Título: Maria, de 10, do abuso à prostituição
Autor: Liege Albuquerque
Fonte: O Estado de São Paulo, 17/05/2005, Metrópole, p. C3

Maria (nome fictício) tem 10 anos e vai estar amanhã, Dia Nacional de Combate ao Abuso e Exploração Sexual de Crianças e Adolescentes, no mesmo ponto da Avenida Brasil, na Compensa, periferia de Manaus, onde espera clientes para sexo oral a R$ 10,00 e completo a R$ 20,00. Arredia a conversas, Maria é conhecida no bairro, onde circula há três anos. Contam que veio do interior do Amazonas para morar com a tia. Mas sofreu abuso do tio e fugiu de casa. Desde então, vive na Compensa, perto do endereço antigo, talvez para se sentir protegida, acham os vizinhos. Com outras garotas, todas com menos de 15 anos, Maria espera os clientes chegarem em seus carros importados. Qualquer morador sabe os pontos onde há menores se prostituindo em Manaus: na Praça da Polícia, sob a ponte da Rua Leonardo Malcher, na Feira Manaus Moderna, na Praça de Alimentação do Conjunto Dom Pedro, no V-8, no calçadão da Ponta Negra, na Avenida Brasil.
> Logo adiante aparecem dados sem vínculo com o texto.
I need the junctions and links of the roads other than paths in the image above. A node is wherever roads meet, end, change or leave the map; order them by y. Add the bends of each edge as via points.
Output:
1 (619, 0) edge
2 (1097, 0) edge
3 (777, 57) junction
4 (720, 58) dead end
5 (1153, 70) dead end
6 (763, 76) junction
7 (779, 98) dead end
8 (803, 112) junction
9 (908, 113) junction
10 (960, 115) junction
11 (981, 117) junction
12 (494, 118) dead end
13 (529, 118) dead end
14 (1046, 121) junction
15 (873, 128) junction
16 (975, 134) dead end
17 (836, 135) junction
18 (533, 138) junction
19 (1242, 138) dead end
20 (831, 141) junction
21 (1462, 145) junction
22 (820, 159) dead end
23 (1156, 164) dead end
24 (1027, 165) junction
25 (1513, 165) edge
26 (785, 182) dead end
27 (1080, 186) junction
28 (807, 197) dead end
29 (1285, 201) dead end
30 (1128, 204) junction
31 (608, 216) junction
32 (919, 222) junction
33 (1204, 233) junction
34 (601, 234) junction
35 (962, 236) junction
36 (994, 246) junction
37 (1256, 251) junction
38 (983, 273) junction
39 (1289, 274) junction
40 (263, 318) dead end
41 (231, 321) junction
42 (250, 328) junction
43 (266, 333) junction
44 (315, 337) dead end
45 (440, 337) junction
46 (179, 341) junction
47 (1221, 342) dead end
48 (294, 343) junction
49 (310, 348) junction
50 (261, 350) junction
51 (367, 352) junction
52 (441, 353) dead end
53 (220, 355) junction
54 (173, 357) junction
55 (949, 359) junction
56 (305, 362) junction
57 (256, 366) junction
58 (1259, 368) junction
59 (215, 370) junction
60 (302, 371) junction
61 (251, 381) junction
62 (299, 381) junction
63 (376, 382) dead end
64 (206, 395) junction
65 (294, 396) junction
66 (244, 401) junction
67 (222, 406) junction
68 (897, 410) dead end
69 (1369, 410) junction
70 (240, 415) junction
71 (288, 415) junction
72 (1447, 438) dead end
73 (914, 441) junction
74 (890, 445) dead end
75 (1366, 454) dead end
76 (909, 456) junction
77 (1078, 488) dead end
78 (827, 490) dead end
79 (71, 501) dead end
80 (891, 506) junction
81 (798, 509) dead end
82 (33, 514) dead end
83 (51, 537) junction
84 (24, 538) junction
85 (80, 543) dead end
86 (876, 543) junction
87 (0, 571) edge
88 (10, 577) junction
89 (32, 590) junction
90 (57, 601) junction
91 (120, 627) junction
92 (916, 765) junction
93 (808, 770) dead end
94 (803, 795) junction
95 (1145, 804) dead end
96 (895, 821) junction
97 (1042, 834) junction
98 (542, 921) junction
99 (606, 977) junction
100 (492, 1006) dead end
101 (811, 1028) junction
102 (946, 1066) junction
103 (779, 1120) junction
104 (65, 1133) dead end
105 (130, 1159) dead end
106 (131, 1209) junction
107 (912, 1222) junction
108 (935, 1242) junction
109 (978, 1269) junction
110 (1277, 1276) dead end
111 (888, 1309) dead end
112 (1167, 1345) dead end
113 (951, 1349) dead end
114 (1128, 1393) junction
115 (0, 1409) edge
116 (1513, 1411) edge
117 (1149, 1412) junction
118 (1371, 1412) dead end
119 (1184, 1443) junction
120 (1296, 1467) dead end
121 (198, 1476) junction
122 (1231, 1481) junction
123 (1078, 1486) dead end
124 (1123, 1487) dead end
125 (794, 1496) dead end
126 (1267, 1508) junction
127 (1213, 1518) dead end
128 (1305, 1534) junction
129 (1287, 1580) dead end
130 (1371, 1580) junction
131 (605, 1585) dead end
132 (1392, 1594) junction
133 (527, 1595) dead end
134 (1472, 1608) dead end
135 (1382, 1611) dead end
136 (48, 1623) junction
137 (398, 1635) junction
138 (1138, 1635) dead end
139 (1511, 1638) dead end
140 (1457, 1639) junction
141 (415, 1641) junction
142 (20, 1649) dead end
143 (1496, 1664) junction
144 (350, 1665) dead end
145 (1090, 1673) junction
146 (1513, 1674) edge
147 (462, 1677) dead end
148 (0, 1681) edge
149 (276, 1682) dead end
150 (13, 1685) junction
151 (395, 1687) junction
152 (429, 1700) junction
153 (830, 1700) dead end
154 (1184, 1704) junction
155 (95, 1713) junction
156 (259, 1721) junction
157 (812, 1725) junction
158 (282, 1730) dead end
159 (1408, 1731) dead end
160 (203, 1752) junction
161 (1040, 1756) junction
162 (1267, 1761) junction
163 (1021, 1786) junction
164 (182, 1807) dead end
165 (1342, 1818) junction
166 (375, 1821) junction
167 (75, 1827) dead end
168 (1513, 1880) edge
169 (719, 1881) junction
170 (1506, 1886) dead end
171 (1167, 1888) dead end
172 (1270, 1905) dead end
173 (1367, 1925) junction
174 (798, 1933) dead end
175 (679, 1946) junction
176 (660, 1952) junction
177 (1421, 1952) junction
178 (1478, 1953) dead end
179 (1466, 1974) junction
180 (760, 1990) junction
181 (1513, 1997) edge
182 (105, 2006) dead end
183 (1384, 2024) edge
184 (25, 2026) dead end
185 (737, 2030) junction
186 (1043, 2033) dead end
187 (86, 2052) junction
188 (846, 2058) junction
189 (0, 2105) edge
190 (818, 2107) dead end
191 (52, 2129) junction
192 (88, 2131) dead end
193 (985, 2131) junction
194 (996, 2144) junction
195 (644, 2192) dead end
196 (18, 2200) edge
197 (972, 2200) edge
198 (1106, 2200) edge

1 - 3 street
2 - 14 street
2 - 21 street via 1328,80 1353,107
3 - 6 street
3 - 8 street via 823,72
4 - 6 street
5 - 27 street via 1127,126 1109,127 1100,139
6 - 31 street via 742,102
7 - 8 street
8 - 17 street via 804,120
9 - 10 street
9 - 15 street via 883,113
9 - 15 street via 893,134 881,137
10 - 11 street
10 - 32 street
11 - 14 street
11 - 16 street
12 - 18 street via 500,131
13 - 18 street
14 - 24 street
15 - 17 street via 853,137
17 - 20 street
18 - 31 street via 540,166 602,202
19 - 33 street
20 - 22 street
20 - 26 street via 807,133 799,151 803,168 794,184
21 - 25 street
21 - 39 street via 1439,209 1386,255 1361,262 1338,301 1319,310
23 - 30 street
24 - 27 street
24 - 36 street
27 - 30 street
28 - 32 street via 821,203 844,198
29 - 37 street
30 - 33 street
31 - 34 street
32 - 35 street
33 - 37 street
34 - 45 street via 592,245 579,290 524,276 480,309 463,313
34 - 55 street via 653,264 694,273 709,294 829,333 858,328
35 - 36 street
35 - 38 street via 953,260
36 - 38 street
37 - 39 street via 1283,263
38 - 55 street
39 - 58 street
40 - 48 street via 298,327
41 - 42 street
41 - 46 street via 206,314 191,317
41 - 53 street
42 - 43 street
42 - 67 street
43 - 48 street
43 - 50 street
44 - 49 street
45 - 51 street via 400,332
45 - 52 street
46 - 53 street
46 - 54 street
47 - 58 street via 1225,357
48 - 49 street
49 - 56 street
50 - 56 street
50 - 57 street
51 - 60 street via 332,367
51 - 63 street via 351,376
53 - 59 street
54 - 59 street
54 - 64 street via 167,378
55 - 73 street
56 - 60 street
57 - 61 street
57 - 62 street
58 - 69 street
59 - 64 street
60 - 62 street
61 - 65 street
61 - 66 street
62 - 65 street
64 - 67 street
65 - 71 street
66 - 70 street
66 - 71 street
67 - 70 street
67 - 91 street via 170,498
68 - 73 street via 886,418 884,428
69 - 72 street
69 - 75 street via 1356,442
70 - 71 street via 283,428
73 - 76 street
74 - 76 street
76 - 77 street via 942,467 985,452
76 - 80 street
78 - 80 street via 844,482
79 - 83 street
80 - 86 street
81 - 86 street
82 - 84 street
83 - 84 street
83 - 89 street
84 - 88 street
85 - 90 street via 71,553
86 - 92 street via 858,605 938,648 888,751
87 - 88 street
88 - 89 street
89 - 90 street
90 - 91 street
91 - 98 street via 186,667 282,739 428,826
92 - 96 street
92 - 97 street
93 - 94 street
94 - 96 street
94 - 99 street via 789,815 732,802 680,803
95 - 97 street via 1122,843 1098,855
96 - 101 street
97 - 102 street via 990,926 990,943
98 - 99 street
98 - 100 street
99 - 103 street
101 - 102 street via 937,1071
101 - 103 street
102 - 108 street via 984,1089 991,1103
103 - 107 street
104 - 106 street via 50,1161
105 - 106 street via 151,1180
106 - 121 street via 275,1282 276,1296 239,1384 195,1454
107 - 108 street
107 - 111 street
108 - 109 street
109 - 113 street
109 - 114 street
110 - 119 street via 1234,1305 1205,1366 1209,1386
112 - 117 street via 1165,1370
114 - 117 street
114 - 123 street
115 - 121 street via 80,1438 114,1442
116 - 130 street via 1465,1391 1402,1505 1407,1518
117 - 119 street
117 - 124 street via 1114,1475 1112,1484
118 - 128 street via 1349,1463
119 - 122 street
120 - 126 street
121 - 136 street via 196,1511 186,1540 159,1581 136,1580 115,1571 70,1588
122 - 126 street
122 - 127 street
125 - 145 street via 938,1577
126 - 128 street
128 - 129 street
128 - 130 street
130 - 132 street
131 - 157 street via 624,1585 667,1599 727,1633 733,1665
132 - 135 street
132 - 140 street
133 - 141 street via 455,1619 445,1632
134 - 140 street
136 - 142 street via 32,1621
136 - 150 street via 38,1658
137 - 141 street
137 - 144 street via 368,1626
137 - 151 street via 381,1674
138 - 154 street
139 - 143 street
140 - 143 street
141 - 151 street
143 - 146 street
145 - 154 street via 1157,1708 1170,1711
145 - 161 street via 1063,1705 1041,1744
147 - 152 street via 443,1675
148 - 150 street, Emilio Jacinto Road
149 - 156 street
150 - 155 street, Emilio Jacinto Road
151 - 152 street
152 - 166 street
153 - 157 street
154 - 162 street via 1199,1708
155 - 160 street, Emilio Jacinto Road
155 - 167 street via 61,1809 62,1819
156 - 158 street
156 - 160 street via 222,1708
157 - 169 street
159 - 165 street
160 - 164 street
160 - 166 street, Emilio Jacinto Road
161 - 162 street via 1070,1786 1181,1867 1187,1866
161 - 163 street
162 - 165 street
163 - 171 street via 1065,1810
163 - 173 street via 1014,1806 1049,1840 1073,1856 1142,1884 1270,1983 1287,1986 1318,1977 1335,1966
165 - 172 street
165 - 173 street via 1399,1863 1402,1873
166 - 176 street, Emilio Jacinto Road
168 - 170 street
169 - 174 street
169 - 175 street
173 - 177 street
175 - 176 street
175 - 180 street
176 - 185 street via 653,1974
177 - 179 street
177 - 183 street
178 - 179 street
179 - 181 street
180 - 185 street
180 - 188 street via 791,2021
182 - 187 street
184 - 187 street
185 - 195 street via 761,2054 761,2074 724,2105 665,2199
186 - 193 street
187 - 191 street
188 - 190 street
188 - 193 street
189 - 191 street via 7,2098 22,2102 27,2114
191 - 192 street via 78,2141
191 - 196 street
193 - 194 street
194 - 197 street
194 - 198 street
"Casos como o de Maria parecem fazer parte da paisagem deprimente da cidade, porque não há quem cuide dessas meninas", diz a auditora da Delegacia Regional do Trabalho (DRT) no Amazonas, Creuza Ferreira Barbosa, que atende casos de exploração doméstica infanto-juvenil. "Mas a principal porta para o abuso sexual e para a prostituição infantil, principalmente na Amazônia, é o trabalho infantil doméstico."

Creuza conta que ela mesma foi, dos 9 aos 11 anos, o que chama de escrava doméstica. "É uma tradição na Amazônia trazer meninas do interior para trabalharem como escravas em casas de família. Só recebem a roupa do corpo e raramente estudam." Creuza conta que as de mais sorte, como ela, não sofrem abuso.

O Instituto Nacional de Pesquisas Econômicas Aplicadas (Ipea) apontou, em 2000, mais de 43 mil meninas trabalhando como domésticas na Região Norte.

Na semana passada, a delegada titular da Delegacia de Assistência e Proteção à Criança e ao Adolescente, Graça Silva, atendeu um caso parecido com o de Maria. "Uma garota de 10 anos, de uma comunidade próxima a Manaus, foi dada para um comerciante criar e ele a estuprou." Para a delegada, campanhas contra o trabalho infantil doméstico e o abuso sexual de jovens são tão importantes quanto a fiscalização nos portos de Manaus. "Qualquer criança viaja hoje em barcos por nossos rios", diz Graça.

O Estatuto da Criança e do Adolescente (ECA), em seu artigo 248, obriga o patrão de menores de idade a apresentar a guarda da criança à Justiça. Segundo o Juizado de Menores, não há pedidoS de autorização pendente.

Na Casa Mamãe Margarida, instituição privada católica, moram 38 meninas vítimas de abuso. Para a coordenadora da entidade, irmã Roselandy Souza Vieira, a conscientização das famílias seria o primeiro passo para evitar o abuso. "É nulo o apoio das famílias a estas garotas", conta a freira. Segundo ela, são comuns os casos das garotas que vêm do interior e sofrem abuso dos patrões ou seus filhos. "No ano passado, tivemos uma menina de 11 anos que engravidou do patrão, um comerciante. A tia da garota não veio buscá-la. Ela acabou tendo o bebê e entregando para adoção."